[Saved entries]
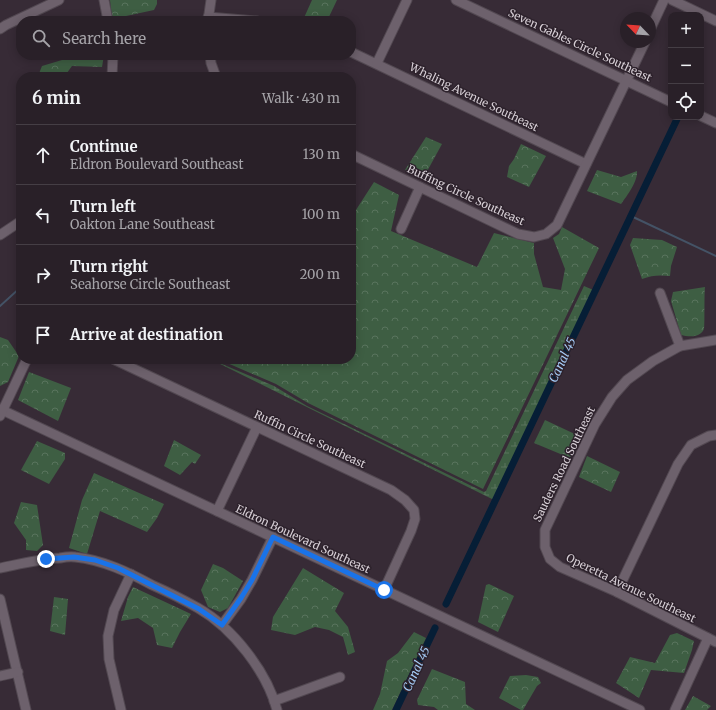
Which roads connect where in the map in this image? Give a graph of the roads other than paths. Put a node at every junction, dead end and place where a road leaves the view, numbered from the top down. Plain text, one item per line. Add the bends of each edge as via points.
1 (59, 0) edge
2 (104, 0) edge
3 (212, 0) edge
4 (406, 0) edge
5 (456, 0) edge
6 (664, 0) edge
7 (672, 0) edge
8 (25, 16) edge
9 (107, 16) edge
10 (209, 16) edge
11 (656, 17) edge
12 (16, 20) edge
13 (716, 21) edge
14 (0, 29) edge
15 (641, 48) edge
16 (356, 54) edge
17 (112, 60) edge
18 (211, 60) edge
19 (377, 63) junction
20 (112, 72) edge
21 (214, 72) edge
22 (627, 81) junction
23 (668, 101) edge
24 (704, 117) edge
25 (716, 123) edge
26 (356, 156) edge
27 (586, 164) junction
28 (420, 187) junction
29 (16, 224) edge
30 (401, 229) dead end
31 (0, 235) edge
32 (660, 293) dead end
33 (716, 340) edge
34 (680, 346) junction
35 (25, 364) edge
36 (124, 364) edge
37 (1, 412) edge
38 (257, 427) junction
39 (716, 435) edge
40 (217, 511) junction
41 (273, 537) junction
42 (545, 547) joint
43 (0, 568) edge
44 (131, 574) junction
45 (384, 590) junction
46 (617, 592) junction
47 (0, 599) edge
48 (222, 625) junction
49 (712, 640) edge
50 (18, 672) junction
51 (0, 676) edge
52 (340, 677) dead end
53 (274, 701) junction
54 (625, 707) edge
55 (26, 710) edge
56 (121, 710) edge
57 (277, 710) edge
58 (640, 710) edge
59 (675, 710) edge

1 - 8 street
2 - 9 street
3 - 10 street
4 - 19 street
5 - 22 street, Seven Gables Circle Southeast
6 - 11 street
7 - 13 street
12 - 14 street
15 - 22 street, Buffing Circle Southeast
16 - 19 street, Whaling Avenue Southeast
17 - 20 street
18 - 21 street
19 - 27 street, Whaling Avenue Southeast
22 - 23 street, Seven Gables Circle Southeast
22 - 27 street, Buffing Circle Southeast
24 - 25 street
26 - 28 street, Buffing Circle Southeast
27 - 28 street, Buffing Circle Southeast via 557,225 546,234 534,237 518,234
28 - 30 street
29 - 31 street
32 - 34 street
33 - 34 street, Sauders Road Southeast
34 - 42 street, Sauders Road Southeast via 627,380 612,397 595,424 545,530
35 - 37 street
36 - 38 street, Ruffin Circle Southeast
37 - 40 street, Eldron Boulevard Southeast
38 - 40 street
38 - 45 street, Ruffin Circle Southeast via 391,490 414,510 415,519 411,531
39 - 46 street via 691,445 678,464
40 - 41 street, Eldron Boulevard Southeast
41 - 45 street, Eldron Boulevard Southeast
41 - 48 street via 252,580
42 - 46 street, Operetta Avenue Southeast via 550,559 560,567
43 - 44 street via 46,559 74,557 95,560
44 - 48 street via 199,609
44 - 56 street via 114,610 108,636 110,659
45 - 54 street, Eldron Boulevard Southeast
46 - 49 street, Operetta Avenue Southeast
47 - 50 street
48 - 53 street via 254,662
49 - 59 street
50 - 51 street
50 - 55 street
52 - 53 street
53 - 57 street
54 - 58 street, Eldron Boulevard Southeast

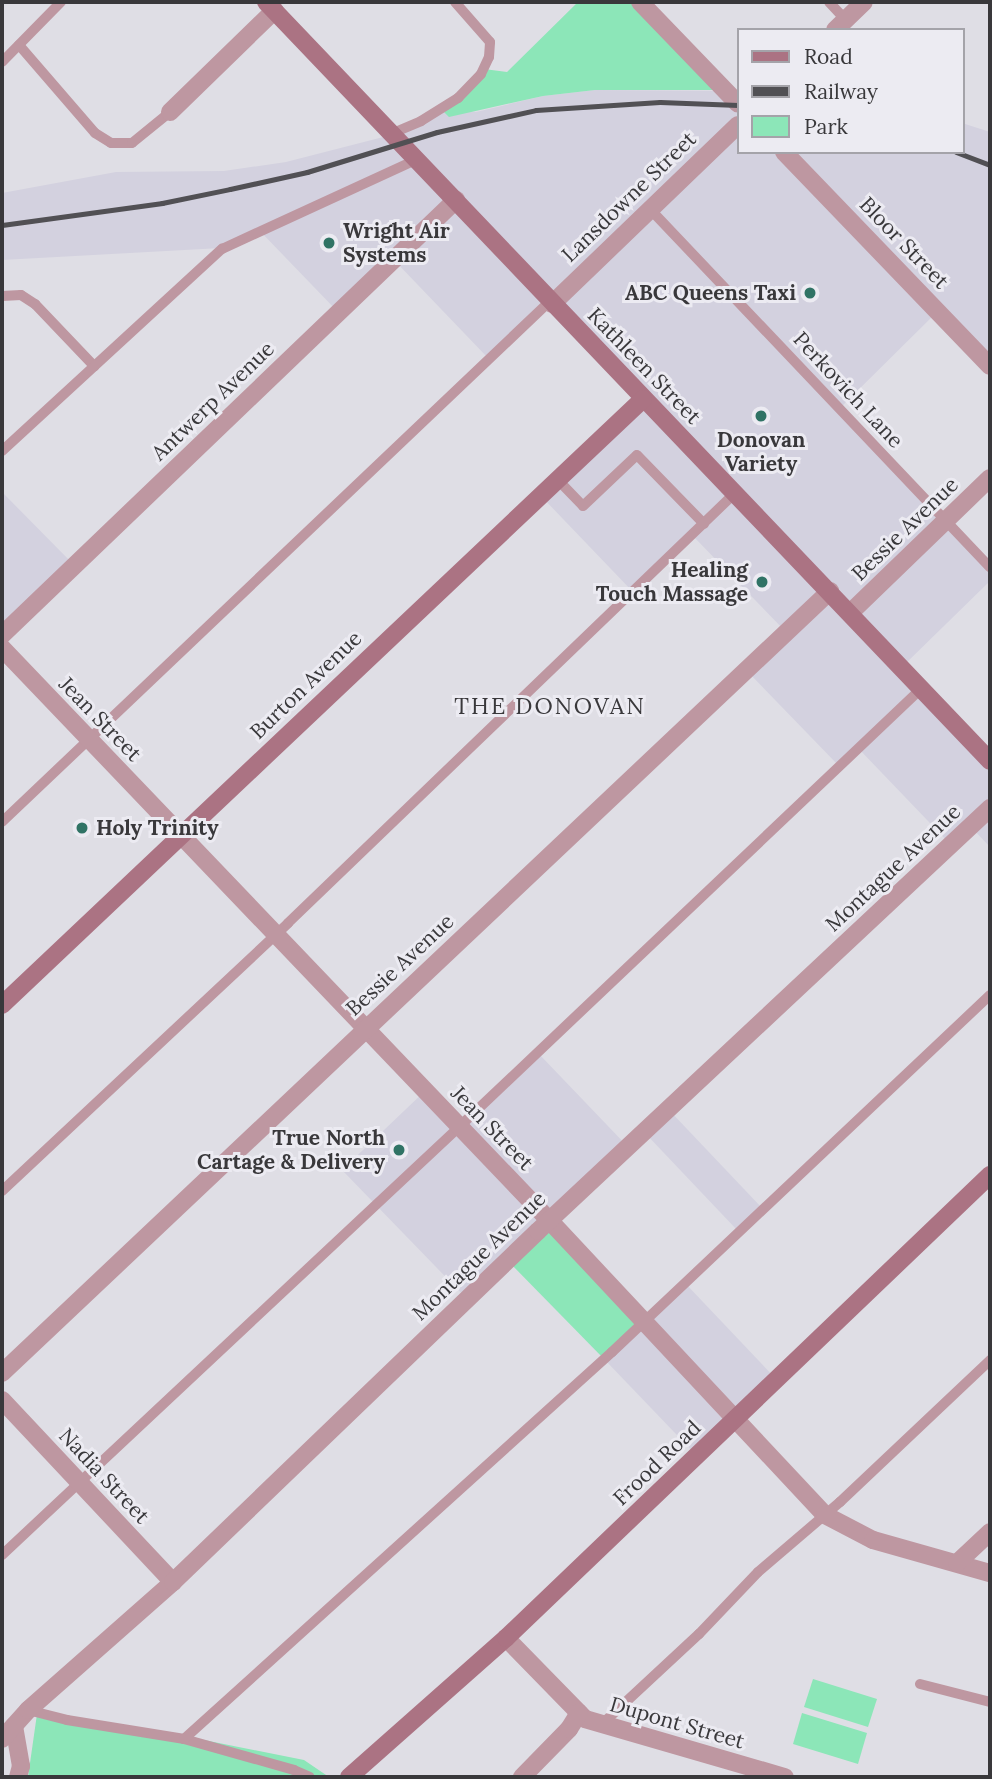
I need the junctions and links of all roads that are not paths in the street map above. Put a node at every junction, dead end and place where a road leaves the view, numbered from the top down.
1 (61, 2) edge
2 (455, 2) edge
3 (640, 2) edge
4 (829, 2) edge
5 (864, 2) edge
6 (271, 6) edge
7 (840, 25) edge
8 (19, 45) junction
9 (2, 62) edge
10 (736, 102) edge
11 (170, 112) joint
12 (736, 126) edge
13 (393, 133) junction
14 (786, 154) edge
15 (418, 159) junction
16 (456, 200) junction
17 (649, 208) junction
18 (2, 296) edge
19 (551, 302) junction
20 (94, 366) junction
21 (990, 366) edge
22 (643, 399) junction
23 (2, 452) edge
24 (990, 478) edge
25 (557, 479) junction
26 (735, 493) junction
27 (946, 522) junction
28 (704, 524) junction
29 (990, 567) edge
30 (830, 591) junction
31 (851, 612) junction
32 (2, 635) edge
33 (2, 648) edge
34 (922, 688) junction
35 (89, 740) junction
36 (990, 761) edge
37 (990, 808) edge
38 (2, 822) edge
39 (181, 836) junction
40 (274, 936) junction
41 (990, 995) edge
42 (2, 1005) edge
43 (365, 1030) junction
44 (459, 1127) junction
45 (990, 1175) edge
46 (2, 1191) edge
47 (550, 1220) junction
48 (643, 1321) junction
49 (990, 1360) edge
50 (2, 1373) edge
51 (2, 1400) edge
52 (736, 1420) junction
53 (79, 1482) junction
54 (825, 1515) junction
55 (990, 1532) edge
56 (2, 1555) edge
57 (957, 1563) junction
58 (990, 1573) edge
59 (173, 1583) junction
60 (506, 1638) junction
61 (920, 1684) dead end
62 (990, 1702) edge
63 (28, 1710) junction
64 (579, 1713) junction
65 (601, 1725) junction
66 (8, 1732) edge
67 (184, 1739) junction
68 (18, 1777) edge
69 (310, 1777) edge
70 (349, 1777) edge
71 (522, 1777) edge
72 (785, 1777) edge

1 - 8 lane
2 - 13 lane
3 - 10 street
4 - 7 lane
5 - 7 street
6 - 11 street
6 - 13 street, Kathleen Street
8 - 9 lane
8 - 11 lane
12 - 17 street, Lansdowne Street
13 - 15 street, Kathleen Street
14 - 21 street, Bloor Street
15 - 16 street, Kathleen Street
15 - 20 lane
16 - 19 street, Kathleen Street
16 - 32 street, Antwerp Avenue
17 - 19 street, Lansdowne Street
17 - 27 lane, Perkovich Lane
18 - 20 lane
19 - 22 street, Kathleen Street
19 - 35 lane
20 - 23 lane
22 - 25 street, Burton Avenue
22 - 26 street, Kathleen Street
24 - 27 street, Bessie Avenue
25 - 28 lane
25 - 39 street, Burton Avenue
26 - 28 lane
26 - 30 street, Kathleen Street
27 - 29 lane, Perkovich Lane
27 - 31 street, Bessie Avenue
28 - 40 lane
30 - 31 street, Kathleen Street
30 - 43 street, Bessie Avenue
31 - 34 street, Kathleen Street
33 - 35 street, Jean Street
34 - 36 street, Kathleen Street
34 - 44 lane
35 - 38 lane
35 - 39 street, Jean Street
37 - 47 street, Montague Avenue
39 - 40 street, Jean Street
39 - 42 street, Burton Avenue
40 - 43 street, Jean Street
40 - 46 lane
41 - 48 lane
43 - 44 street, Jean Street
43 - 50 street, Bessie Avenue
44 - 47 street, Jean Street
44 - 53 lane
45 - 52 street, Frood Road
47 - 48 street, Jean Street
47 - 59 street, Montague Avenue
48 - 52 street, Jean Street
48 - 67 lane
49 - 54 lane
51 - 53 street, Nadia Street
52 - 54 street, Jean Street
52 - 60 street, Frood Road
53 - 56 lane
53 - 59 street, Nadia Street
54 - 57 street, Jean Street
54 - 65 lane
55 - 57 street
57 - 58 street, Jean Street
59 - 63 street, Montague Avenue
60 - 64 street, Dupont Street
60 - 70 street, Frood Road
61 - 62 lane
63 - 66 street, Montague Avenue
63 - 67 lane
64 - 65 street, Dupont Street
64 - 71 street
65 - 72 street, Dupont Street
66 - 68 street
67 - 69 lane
...
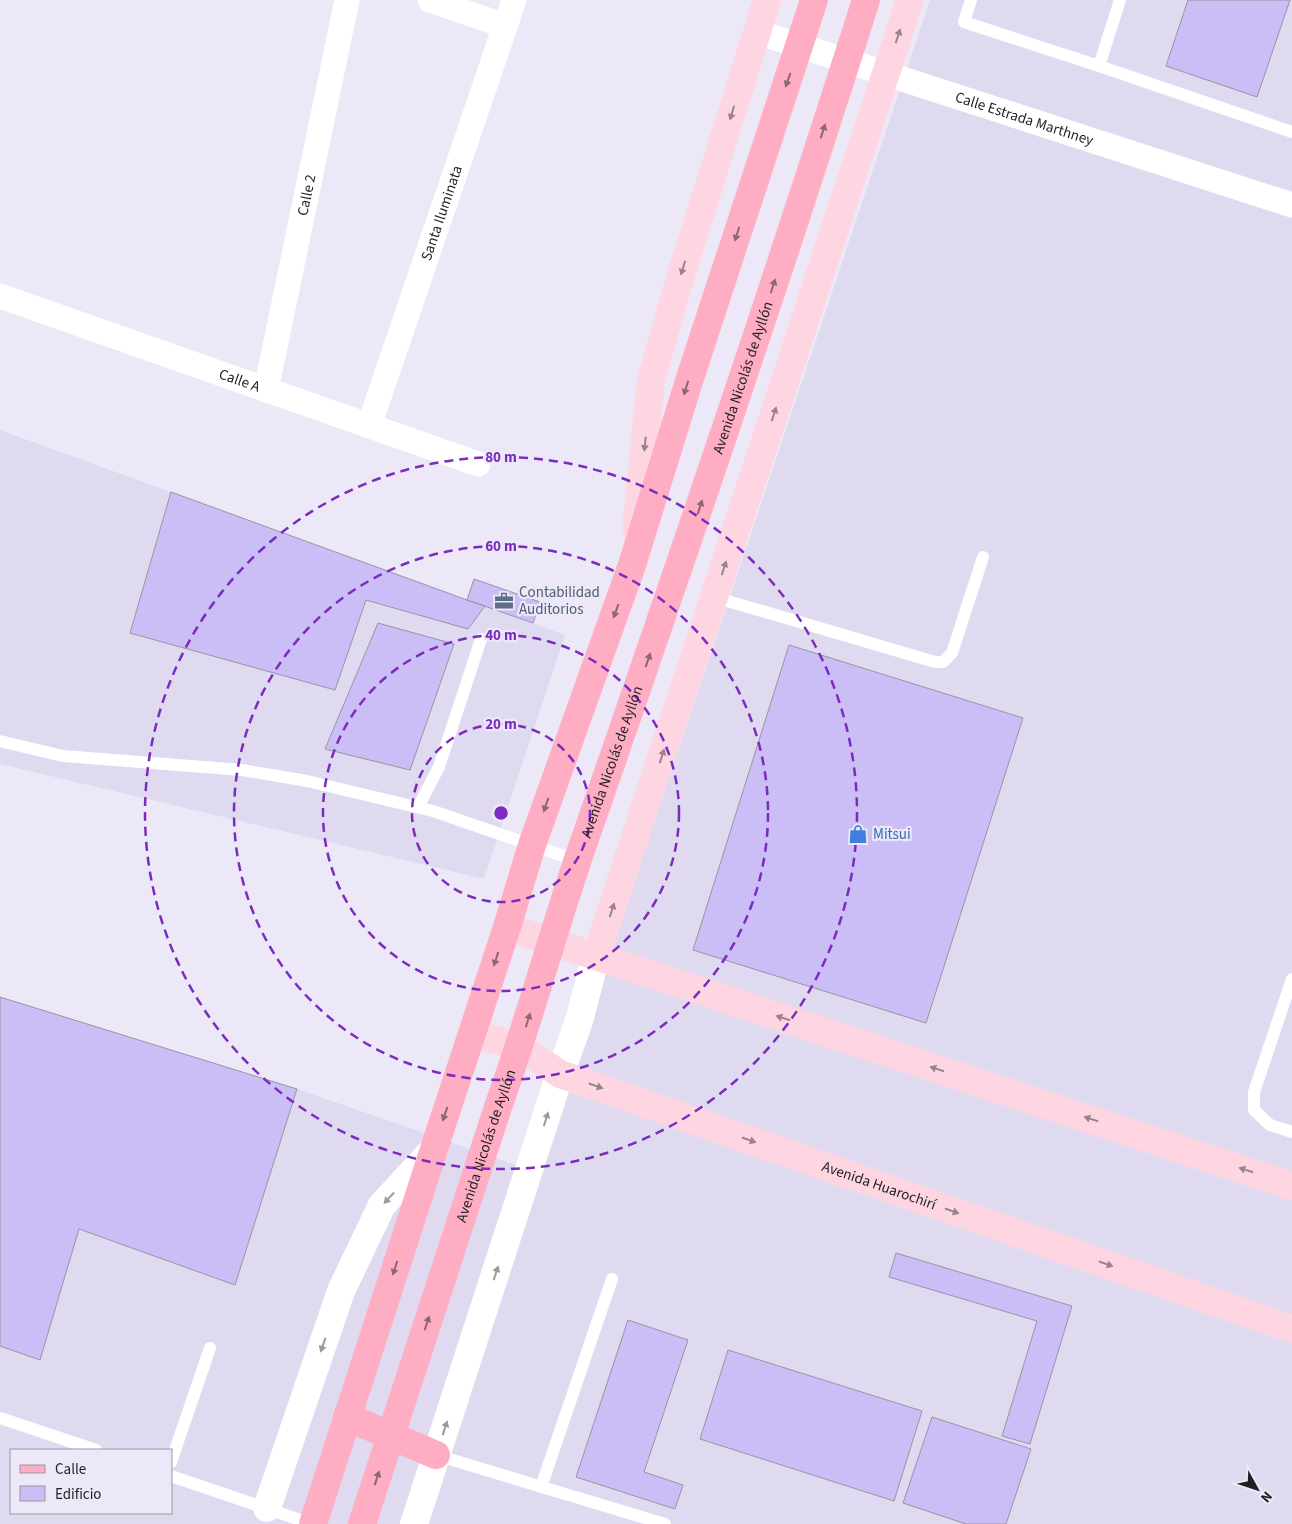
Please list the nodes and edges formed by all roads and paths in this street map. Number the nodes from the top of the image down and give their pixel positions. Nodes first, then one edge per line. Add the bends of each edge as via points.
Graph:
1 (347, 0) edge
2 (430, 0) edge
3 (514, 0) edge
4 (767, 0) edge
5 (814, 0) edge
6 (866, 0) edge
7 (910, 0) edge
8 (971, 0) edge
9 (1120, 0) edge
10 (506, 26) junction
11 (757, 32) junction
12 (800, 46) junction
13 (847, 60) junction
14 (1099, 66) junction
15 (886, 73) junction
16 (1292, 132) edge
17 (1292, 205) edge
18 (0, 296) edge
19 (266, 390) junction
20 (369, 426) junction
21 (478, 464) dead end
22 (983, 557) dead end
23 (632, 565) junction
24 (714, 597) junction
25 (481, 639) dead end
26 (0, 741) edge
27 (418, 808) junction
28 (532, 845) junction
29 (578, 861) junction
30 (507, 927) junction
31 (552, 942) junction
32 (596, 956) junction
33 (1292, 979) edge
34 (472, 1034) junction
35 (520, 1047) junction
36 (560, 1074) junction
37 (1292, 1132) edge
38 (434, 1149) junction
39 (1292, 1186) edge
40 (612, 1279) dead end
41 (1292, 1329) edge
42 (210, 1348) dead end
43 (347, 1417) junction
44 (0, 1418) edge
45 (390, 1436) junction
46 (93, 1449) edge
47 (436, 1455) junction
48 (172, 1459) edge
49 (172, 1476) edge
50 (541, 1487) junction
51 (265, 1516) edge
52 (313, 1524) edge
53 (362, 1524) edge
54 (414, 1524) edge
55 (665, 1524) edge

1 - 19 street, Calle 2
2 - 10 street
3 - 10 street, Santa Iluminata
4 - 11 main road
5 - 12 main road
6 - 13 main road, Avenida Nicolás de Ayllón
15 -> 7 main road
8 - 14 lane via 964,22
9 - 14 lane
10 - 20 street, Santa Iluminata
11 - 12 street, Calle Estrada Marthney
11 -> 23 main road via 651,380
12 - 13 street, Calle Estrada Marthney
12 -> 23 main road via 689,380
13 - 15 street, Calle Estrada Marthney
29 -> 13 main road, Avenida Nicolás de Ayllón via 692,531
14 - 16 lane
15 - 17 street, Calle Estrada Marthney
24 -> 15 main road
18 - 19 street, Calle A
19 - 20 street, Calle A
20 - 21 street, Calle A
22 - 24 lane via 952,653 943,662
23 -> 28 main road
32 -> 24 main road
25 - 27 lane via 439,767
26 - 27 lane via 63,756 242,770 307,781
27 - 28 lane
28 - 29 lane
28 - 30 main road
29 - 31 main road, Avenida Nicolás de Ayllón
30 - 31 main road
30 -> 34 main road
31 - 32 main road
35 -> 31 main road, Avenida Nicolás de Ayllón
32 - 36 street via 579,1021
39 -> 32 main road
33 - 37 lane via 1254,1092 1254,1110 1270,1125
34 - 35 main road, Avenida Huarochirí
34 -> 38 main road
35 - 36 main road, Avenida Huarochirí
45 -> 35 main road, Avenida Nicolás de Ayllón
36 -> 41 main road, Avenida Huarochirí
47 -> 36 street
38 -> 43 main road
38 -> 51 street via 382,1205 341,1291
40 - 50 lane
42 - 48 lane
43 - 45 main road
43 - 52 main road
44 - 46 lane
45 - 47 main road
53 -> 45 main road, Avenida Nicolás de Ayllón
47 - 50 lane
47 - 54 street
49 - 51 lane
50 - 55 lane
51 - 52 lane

• [YOUR INSTRUCTIONS]:
Lines in the records above that carry the word "Huarochirí" are to be located and copied.

• [WRITTEN SOLUTION]:
34 - 35 main road, Avenida Huarochirí
35 - 36 main road, Avenida Huarochirí
36 -> 41 main road, Avenida Huarochirí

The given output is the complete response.